The ‘lolipops’ mentioned in this thread are good but honestly I prefer using my finger (as long as you’re careful to make sure your finger doesn’t overhang the pad and create a smudge. I fold the Pec Pads into 1/4’s…and then make one pass per 1/4…making sure that each pass slightly overlaps…don’t be shy to use up Pec Pads…seems wasteful but you want a clean square each pass (the logic behind only one pass is that you could potentially redeposit debris from the previous pass…or worse, damage the optic / sensor by scratching it). All passes should be mead in the same direction…then I usually go back and do passes 90 degrees to the first set (more Pec Pads). Also, it doesn’t take much pressure…better to make lots and lots of light passes than pushing too hard.

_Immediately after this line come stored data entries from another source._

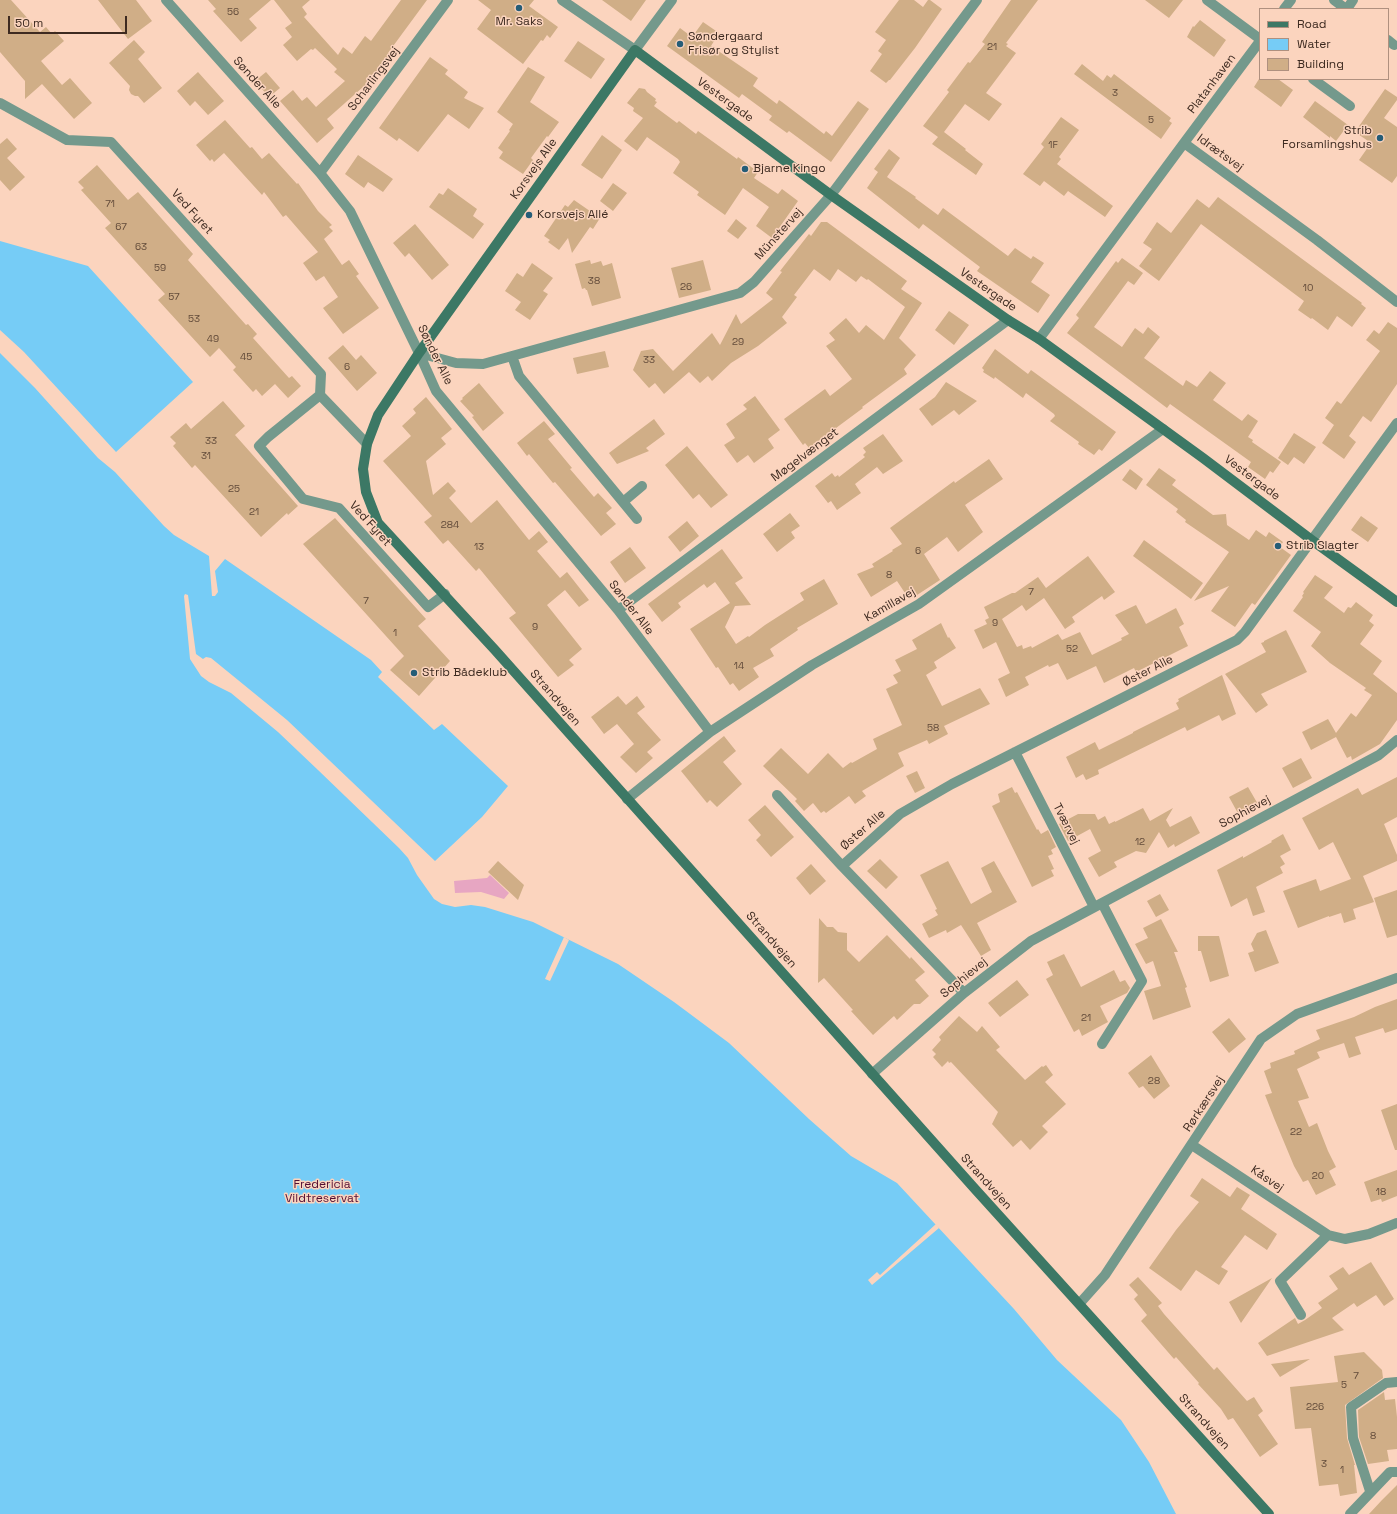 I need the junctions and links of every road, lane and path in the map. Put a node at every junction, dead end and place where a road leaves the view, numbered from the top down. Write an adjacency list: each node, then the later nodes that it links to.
1 (166, 0): 20 (street, Sønder Alle)
2 (448, 0): 20 (street, Scharlingsvej)
3 (562, 0): 15 (street, Vestergade)
4 (672, 0): 15 (street, Korsvejs Alle)
5 (977, 0): 21 (street, Münstervej)
6 (1207, 0): 13 (street, Platanhaven)
7 (1291, 0): 10 (street)
8 (1334, 0): 11 (street)
9 (1353, 0): 12 (street)
10 (1285, 8)
11 (1345, 8)
12 (1347, 8)
13 (1259, 39)
14 (1259, 41): 19 (street, Platanhaven)
15 (635, 50): 21 (street, Vestergade); 25 (street, Korsvejs Alle)
16 (1315, 80): 18 (street)
17 (0, 103): 27 (street, Ved Fyret)
18 (1350, 106)
19 (1184, 143): 22 (street, Idrætsvej); 24 (street, Idrætsvej)
20 (320, 173): 25 (street, Sønder Alle)
21 (831, 195): 23 (street, Vestergade); 26 (street, Münstervej)
22 (1397, 302)
23 (1008, 320): 24 (street, Vestergade); 37 (street, Møgelvænget)
24 (1038, 339): 29 (street, Vestergade)
25 (419, 353): 26 (street, Münstervej); 30 (street, Strandvejen); 37 (street, Sønder Alle)
26 (512, 356): 32 (street)
27 (320, 395): 30 (street); 35 (street, Ved Fyret)
28 (1397, 423): 34 (street, Øster Alle)
29 (1163, 429): 34 (street, Vestergade); 38 (street, Kamillavej)
30 (367, 444): 35 (street, Strandvejen)
31 (642, 486): 32 (street)
32 (623, 502): 33 (street)
33 (637, 519)
34 (1313, 541): 36 (street, Vestergade); 40 (street, Øster Alle)
35 (445, 594): 42 (street, Strandvejen)
36 (1397, 602)
37 (618, 610): 38 (street, Sønder Alle)
38 (710, 732): 42 (street, Kamillavej)
39 (1397, 740): 44 (street, Sophievej)
40 (1015, 752): 43 (street, Øster Alle); 44 (street, Tværvej)
41 (777, 795): 43 (street, Øster Alle)
42 (627, 799): 48 (street, Strandvejen)
43 (842, 866): 46 (street, Øster Alle)
44 (1098, 905): 46 (street, Sophievej); 47 (street)
45 (1397, 978): 49 (street, Rørkærsvej)
46 (964, 993): 48 (street, Sophievej)
47 (1102, 1044)
48 (872, 1074): 52 (street, Strandvejen)
49 (1192, 1145): 51 (street, Kåsvej); 52 (street, Rørkærsvej)
50 (1397, 1223): 51 (street, Kåsvej)
51 (1328, 1235): 53 (street)
52 (1080, 1303): 57 (street, Strandvejen)
53 (1301, 1315)
54 (1397, 1382): 56 (street)
55 (1397, 1472): 56 (street)
56 (1370, 1491): 58 (street)
57 (1269, 1514)
58 (1350, 1514) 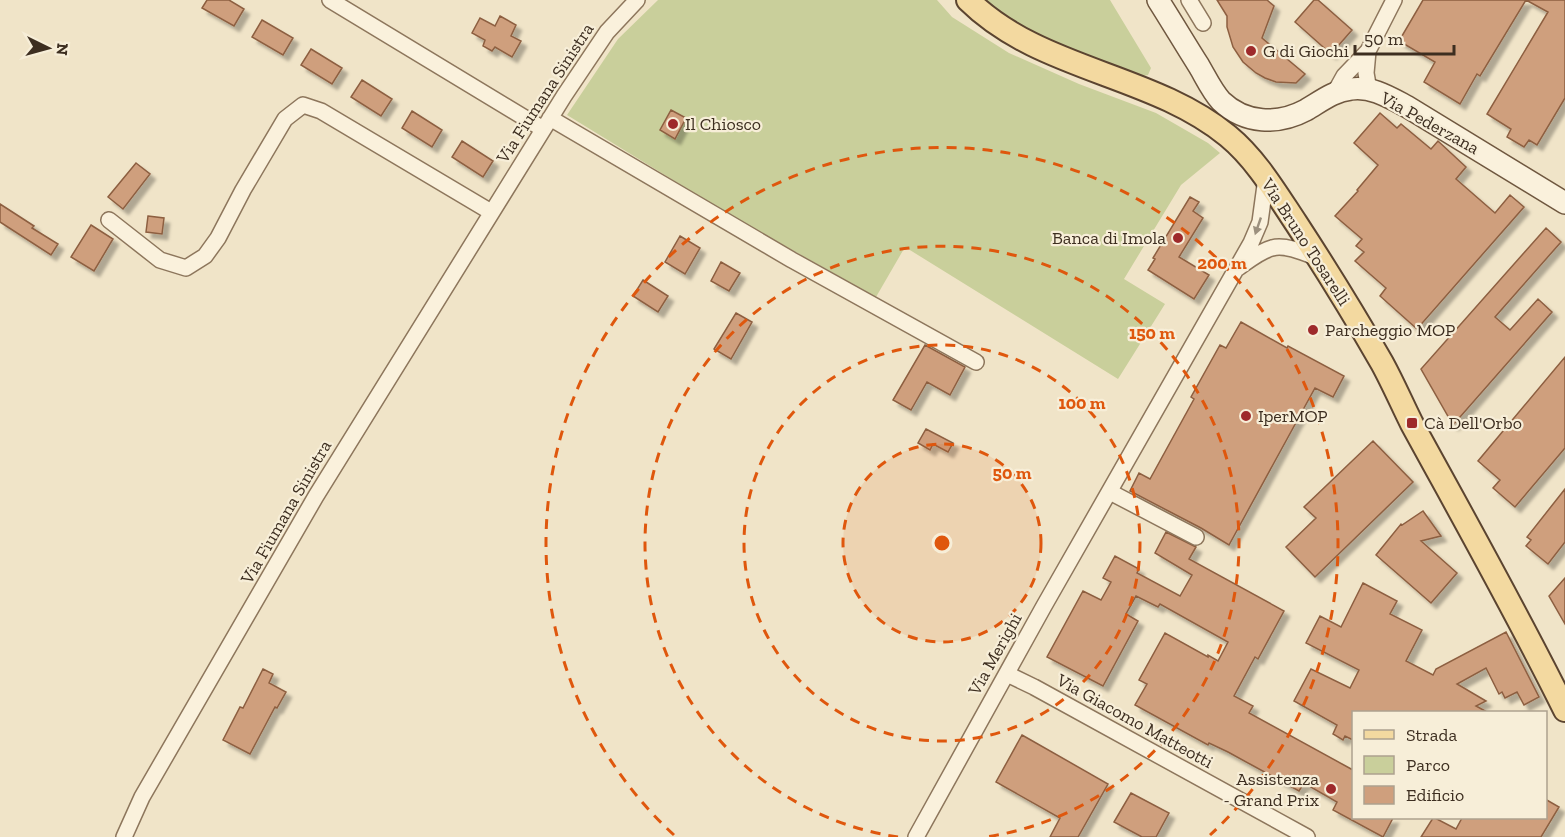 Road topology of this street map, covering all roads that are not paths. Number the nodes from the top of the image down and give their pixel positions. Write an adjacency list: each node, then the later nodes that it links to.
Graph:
1 (330, 0): 11 (street)
2 (637, 0): 11 (street, Via Fiumana Sinistra)
3 (968, 0): 12 (main road, Via Bruno Tosarelli)
4 (1189, 0): 7 (street)
5 (1394, 0): 8 (street)
6 (1165, 3): 10 (main road, Via Pederzana)
7 (1203, 23)
8 (1368, 51): 9 (street); 10 (street)
9 (1369, 90): 10 (main road, Via Pederzana); 13 (main road, Via Pederzana)
10 (1334, 94)
11 (546, 124): 14 (street, Via Fiumana Sinistra); 18 (street)
12 (1266, 178): 16 (main road, Via Bruno Tosarelli); 17 (street, Via Merighi, one-way to 17)
13 (1565, 203)
14 (491, 212): 15 (street); 23 (street, Via Fiumana Sinistra)
15 (109, 220)
16 (1320, 259): 17 (street, Via Merighi); 22 (main road, Via Bruno Tosarelli)
17 (1236, 270): 19 (street, Via Merighi)
18 (975, 362)
19 (1110, 492): 20 (street); 21 (street, Via Merighi)
20 (1196, 537)
21 (1007, 674): 24 (street, Via Merighi); 25 (street, Via Giacomo Matteotti)
22 (1565, 710)
23 (124, 837)
24 (916, 837)
25 (1307, 837)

I know Formlabs recommends rubbing alcohol and I’m waiting to hear back what their thoughts are on ‘Eclipse Optic Cleaning Fluid’…I have used that product for years with my cameras and have had great results (I have no affiliation to them, just a product I like using). The key is how quickly it evaporates…only takes a few drops per Pec Pad 1/4.

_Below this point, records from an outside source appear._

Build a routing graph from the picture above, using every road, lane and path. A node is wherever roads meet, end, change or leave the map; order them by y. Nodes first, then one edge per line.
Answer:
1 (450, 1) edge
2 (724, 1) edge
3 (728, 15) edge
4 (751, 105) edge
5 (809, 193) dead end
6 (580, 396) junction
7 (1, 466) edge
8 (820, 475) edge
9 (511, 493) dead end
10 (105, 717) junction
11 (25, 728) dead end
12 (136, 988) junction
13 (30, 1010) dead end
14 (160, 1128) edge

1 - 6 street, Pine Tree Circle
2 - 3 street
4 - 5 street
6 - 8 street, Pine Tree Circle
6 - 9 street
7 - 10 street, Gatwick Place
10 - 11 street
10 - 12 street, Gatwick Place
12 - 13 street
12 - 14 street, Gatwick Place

Thank you to the OP for this thread…the information is still relevant and solid advice.
I use eclipse fluid on my mirrors when needed. Much less streaking to deal with. Formlabs may not recommend it but if it’s good enough for the sensor on my Nikon it’s good enough for an instrument mirror.
I would never used canned air or a compressor. The rocket type blowers are by far the best bet and they’re pretty cheap.
I had exactly the same Problems. Flakes and defects all over the part. The higher the part was the worse it gets. So I startet a few test.
Clear resin resolution 0.1mm
(new Tank / new Bottle resin)
as you can see bad quality. So i tried a new print with resolution 0.025mm
even bader. New try with:
Black resin resolution 0.1mm
The best result so far but far away from perfect and far away from the results which I made when the printer was new (May-June) So i started to search here in this forum and found this and a lot more topics. I tested the laser and saw big halos around the laserpoint. So i cleaned all Mirrors and Galvanometer mirrors as @Frank_Guthrie described. After the cleaning the laserspot was much more focused as you can see on the pictures:
So far it looked realy promising.
After the Cleaning I printed the same part again and…
Unbelivable good quality! Really thank you for the good instruction.
Some of my findings:
- black resin is less fragil against a dusty laser than the clear resin because it absorbes more energy
- if you have printing problems check the laser first (I tried a lot of prints in diffrent materials cleaned the tanks ect… )
PS: I’m now prinintg the model with 0.05mm resolution and clear resin again I’ll keep you up to date.